八田與一さんのYouTubeの投稿もご覧になられたのですね。私も調べていて、これを見る前はこんな事があったとは全く知りませんでした。台湾のサイトの記事も分からないなりに片っ端から見て感動しました。おかげで投稿作業が止まってしまいましたが・・。
台湾の中学校の教科書にあるそうですが、中国本土の愛国教育とは雲泥の差に愕然としました。感受性が強いこの年齢の時期に相反する教育を受けている訳ですから、親日かたや反日と日本人に対する思いが違ってくるのも当たり前なのかと思った次第です。

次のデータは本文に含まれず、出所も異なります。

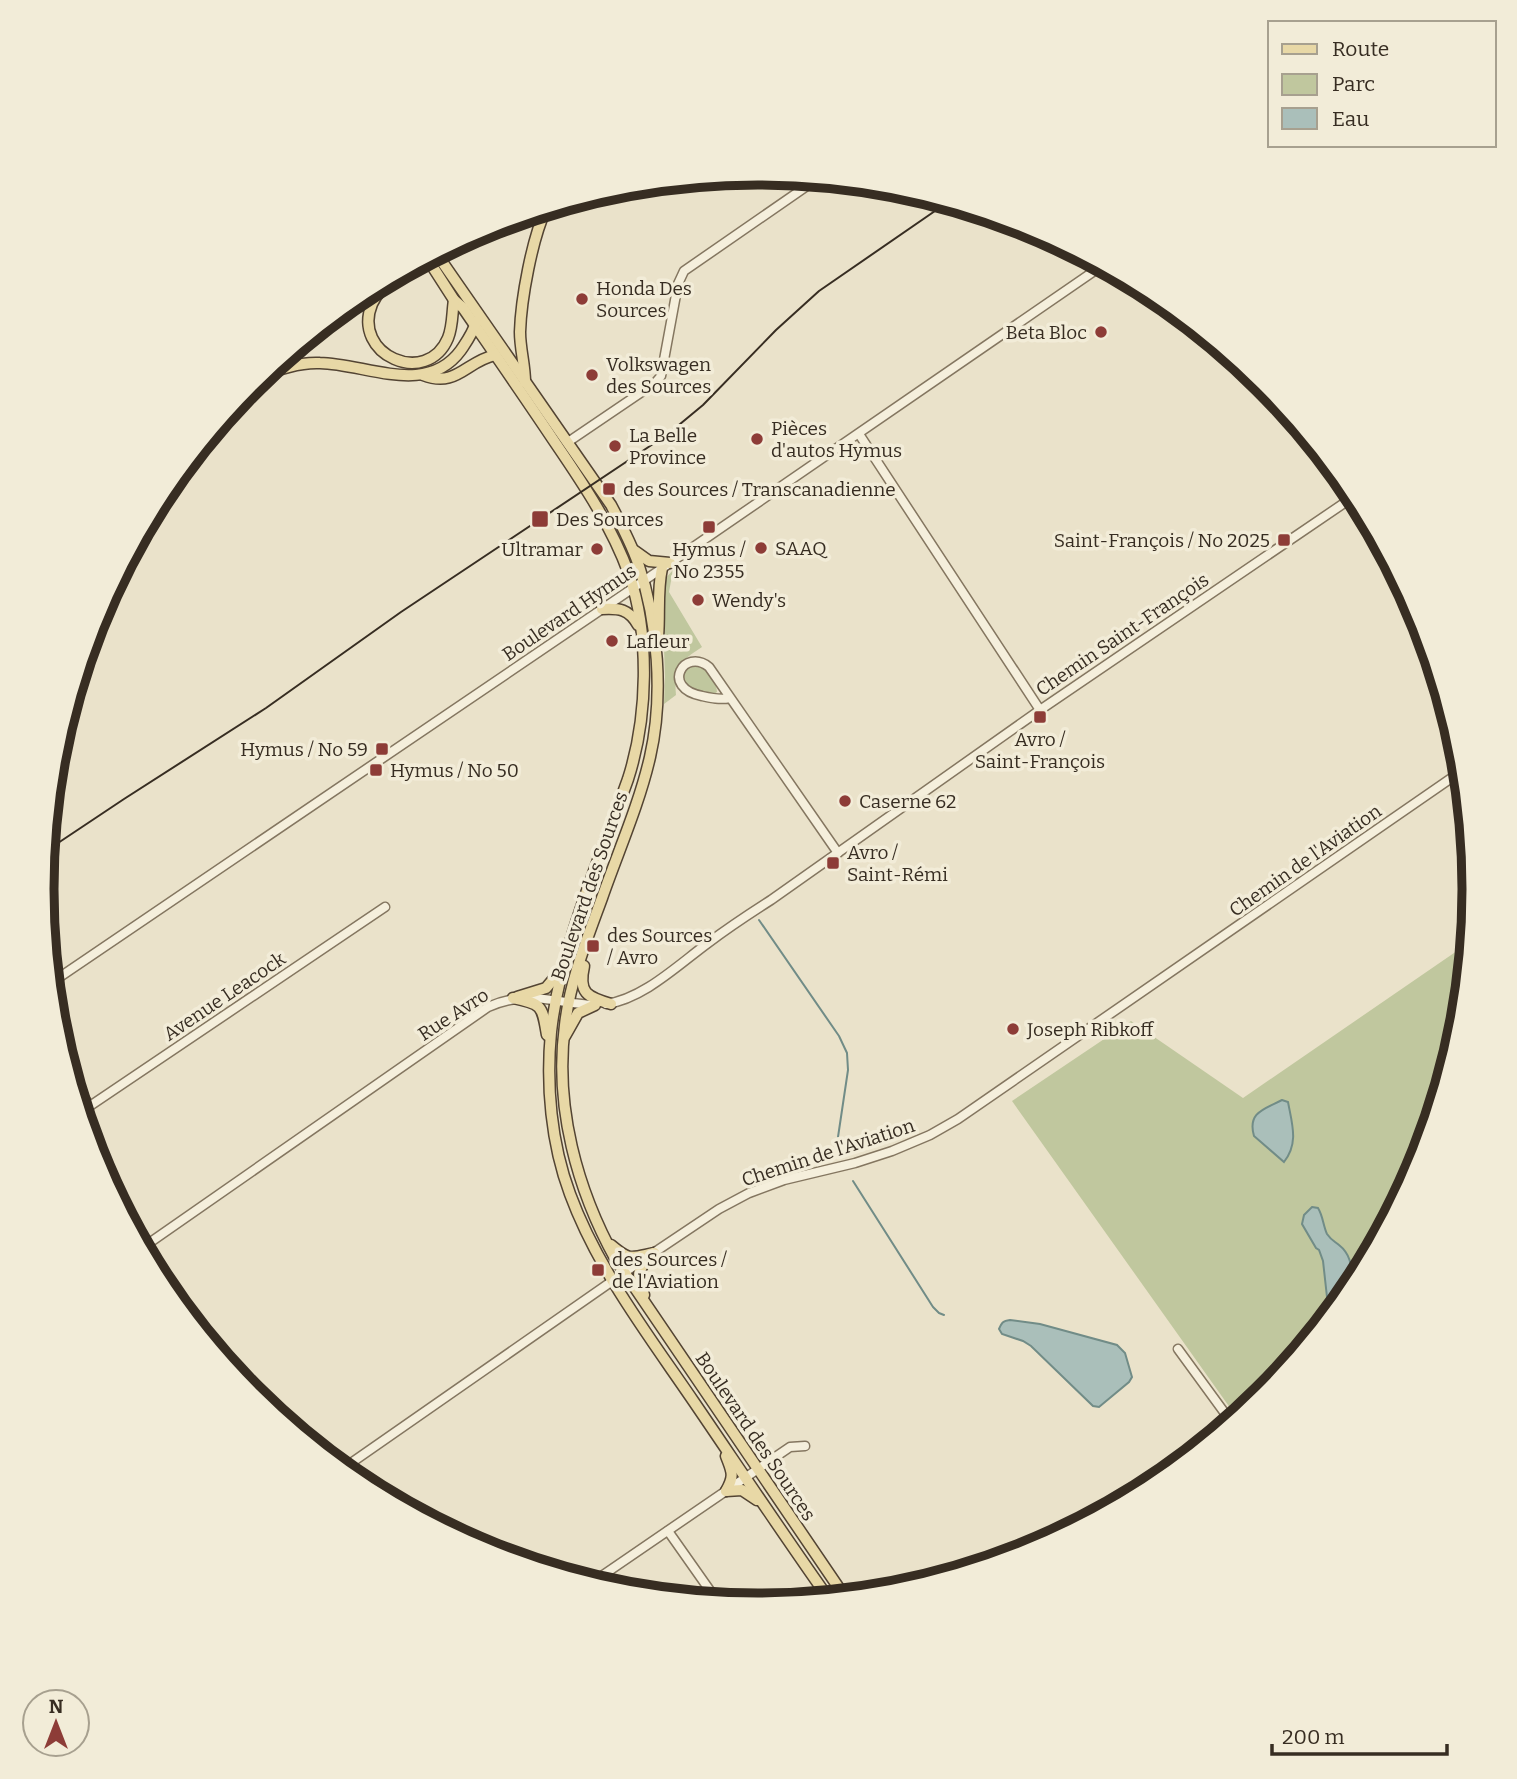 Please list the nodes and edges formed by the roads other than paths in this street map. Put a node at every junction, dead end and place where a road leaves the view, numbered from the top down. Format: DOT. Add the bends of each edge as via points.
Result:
graph roads {
  1 [pos="805,187"];
  2 [pos="542,220"];
  3 [pos="438,263"];
  4 [pos="435,265"];
  5 [pos="440,269"];
  6 [pos="1094,271"];
  7 [pos="375,299"];
  8 [pos="454,300"];
  9 [pos="478,315"];
  10 [pos="475,326"];
  11 [pos="495,355"];
  12 [pos="286,367"];
  13 [pos="422,375"];
  14 [pos="525,382"];
  15 [pos="859,434"];
  16 [pos="568,442"];
  17 [pos="1346,502"];
  18 [pos="632,548"];
  19 [pos="666,566"];
  20 [pos="643,581"];
  21 [pos="633,587"];
  22 [pos="602,608"];
  23 [pos="640,628"];
  24 [pos="656,659"];
  25 [pos="730,698"];
  26 [pos="1040,710"];
  27 [pos="1453,777"];
  28 [pos="838,853"];
  29 [pos="385,907"];
  30 [pos="594,919"];
  31 [pos="564,966"];
  32 [pos="60,977"];
  33 [pos="513,999"];
  34 [pos="556,999"];
  35 [pos="569,1002"];
  36 [pos="611,1004"];
  37 [pos="595,1005"];
  38 [pos="563,1039"];
  39 [pos="550,1050"];
  40 [pos="87,1101"];
  41 [pos="90,1105"];
  42 [pos="605,1240"];
  43 [pos="149,1243"];
  44 [pos="653,1253"];
  45 [pos="624,1272"];
  46 [pos="613,1281"];
  47 [pos="650,1310"];
  48 [pos="1178,1349"];
  49 [pos="1227,1416"];
  50 [pos="719,1439"];
  51 [pos="806,1446"];
  52 [pos="351,1463"];
  53 [pos="757,1469"];
  54 [pos="745,1478"];
  55 [pos="726,1491"];
  56 [pos="768,1510"];
  57 [pos="668,1531"];
  58 [pos="602,1576"];
  59 [pos="839,1589"];
  60 [pos="823,1590"];
  61 [pos="711,1592"];
  1 -- 16 [label="street" via="684,271 661,376"];
  2 -- 14 [label="main road" via="522,314"];
  3 -- 5 [label="main road, Boulevard des Sources"];
  4 -- 5 [label="main road, Boulevard des Sources"];
  5 -- 8 [label="main road, Boulevard des Sources"];
  5 -- 9 [label="main road, Boulevard des Sources"];
  6 -- 15 [label="street, Boulevard Hymus"];
  7 -- 8 [label="main road" via="369,325 378,348 410,363 436,354 444,346"];
  8 -- 10 [label="main road, Boulevard des Sources"];
  9 -- 10 [label="main road"];
  9 -- 14 [label="main road, Boulevard des Sources"];
  10 -- 11 [label="main road, Boulevard des Sources"];
  10 -- 13 [label="main road" via="452,360"];
  11 -- 13 [label="main road" via="449,378 435,380"];
  11 -- 21 [label="main road, Boulevard des Sources" via="603,517"];
  12 -- 13 [label="main road" via="318,363"];
  14 -- 16 [label="main road, Boulevard des Sources"];
  15 -- 19 [label="street, Boulevard Hymus"];
  15 -- 26 [label="street, Chemin Saint-François"];
  16 -- 18 [label="main road, Boulevard des Sources" via="606,497"];
  17 -- 26 [label="street, Chemin Saint-François"];
  18 -- 19 [label="main road" via="645,560"];
  18 -- 20 [label="main road, Boulevard des Sources"];
  19 -- 20 [label="street, Boulevard Hymus"];
  19 -- 24 [label="main road" via="659,584"];
  20 -- 21 [label="street, Boulevard Hymus"];
  20 -- 24 [label="main road, Boulevard des Sources"];
  21 -- 22 [label="street, Boulevard Hymus"];
  21 -- 23 [label="main road, Boulevard des Sources"];
  22 -- 23 [label="main road" via="626,611"];
  22 -- 32 [label="street, Boulevard Hymus"];
  23 -- 31 [label="main road, Boulevard des Sources" via="642,698 634,757"];
  24 -- 30 [label="main road, Boulevard des Sources" via="657,710 649,758"];
  25 -- 25 [label="street" via="708,665 695,661 682,668 680,681 686,692"];
  25 -- 28 [label="street"];
  26 -- 28 [label="street, Rue Avro"];
  27 -- 44 [label="street, Chemin de l'Aviation" via="948,1125 880,1156 749,1193"];
  28 -- 36 [label="street, Rue Avro" via="644,990"];
  29 -- 41 [label="street, Avenue Leacock"];
  30 -- 35 [label="main road, Boulevard des Sources"];
  30 -- 36 [label="main road" via="582,984 590,997"];
  31 -- 33 [label="main road" via="546,988"];
  31 -- 34 [label="main road, Boulevard des Sources"];
  33 -- 34 [label="street, Rue Avro"];
  33 -- 39 [label="main road" via="541,1008"];
  33 -- 43 [label="street, Rue Avro" via="483,1010"];
  34 -- 35 [label="street, Rue Avro"];
  34 -- 39 [label="main road, Boulevard des Sources"];
  35 -- 37 [label="street, Rue Avro"];
  35 -- 38 [label="main road, Boulevard des Sources"];
  36 -- 37 [label="street, Rue Avro"];
  37 -- 38 [label="main road" via="578,1013"];
  38 -- 42 [label="main road, Boulevard des Sources" via="572,1147"];
  39 -- 46 [label="main road, Boulevard des Sources" via="551,1108 561,1166 576,1209"];
  40 -- 41 [label="street"];
  42 -- 44 [label="main road" via="627,1257"];
  42 -- 45 [label="main road, Boulevard des Sources"];
  44 -- 45 [label="street, Chemin de l'Aviation"];
  44 -- 47 [label="main road" via="638,1275"];
  45 -- 46 [label="street, Chemin de l'Aviation"];
  45 -- 47 [label="main road, Boulevard des Sources"];
  46 -- 50 [label="main road, Boulevard des Sources"];
  46 -- 52 [label="street, Chemin de l'Aviation"];
  47 -- 53 [label="main road, Boulevard des Sources"];
  48 -- 49 [label="street"];
  50 -- 54 [label="main road, Boulevard des Sources"];
  50 -- 55 [label="main road" via="733,1474"];
  51 -- 53 [label="street" via="790,1447"];
  53 -- 54 [label="street"];
  53 -- 59 [label="main road, Boulevard des Sources"];
  54 -- 55 [label="street"];
  54 -- 56 [label="main road, Boulevard des Sources"];
  55 -- 56 [label="main road" via="745,1491"];
  55 -- 57 [label="street"];
  56 -- 60 [label="main road, Boulevard des Sources"];
  57 -- 58 [label="street"];
  57 -- 61 [label="street"];
}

よく台湾の人たちはどうしてここまで日本人に対してやさしいのか質問を受けますが、これからは説明できます。これも86さんが高鐡嘉義站に連れて行っていただけなかったら分からなかった事です。ありがとうございました。
改めて自由と平等、そして敬愛の気持ちを持って、また相手の気持ちに立って物事を思考すべきと教えられました。
バスの時刻表については全く分かりませんでした。これは現地の方しか分かりませんね。お調べいただきまして、ありがとうございます。これからはこれを含んでから時刻表を見ることができます。
八田さんの話は昨年7月台湾から帰国する時の飛行機で横に座った亜細亜大学に留学したことがあるという人から聞きました。
台湾でご活躍され功績をあげた日本人を日本人は知らなかったのに、たまたまお会いされた台湾人の方が知っておられたということですね。こういった話は他にもあるのでしょうね。
中国本土でも日本人が、貴州省の山間部で美味しい綺麗な水を利用して、無農薬の安全なお米作りを現地の方に長年教えた結果、栽培された米は成都では引っ張りだことなって、貧困に喘いできた農村が潤って来ているという話を聞いたことがあります。
反日教育を止めて、自国の人々に貢献した外国人を称えるような教育をしていけば、日中間のぎくしゃくとした関係も少しは和らいでいくのでしょうが、いつになるのでしょうかね。
八田さんのお話は、台湾南部をツアーで回ると、台湾人のガイドさんが必ず心をこめて話されますね。ぶんしゅう様のこの投稿を拝見して思い出しました。2008年8月のことです。私も、鉄だけではなく、純粋な観光でも台湾に行っております。
そうですか。私は観光バスには乗ったことがないので・・。今度は家内も行きたいと言っておりますので、一度乗ってみたいと思います。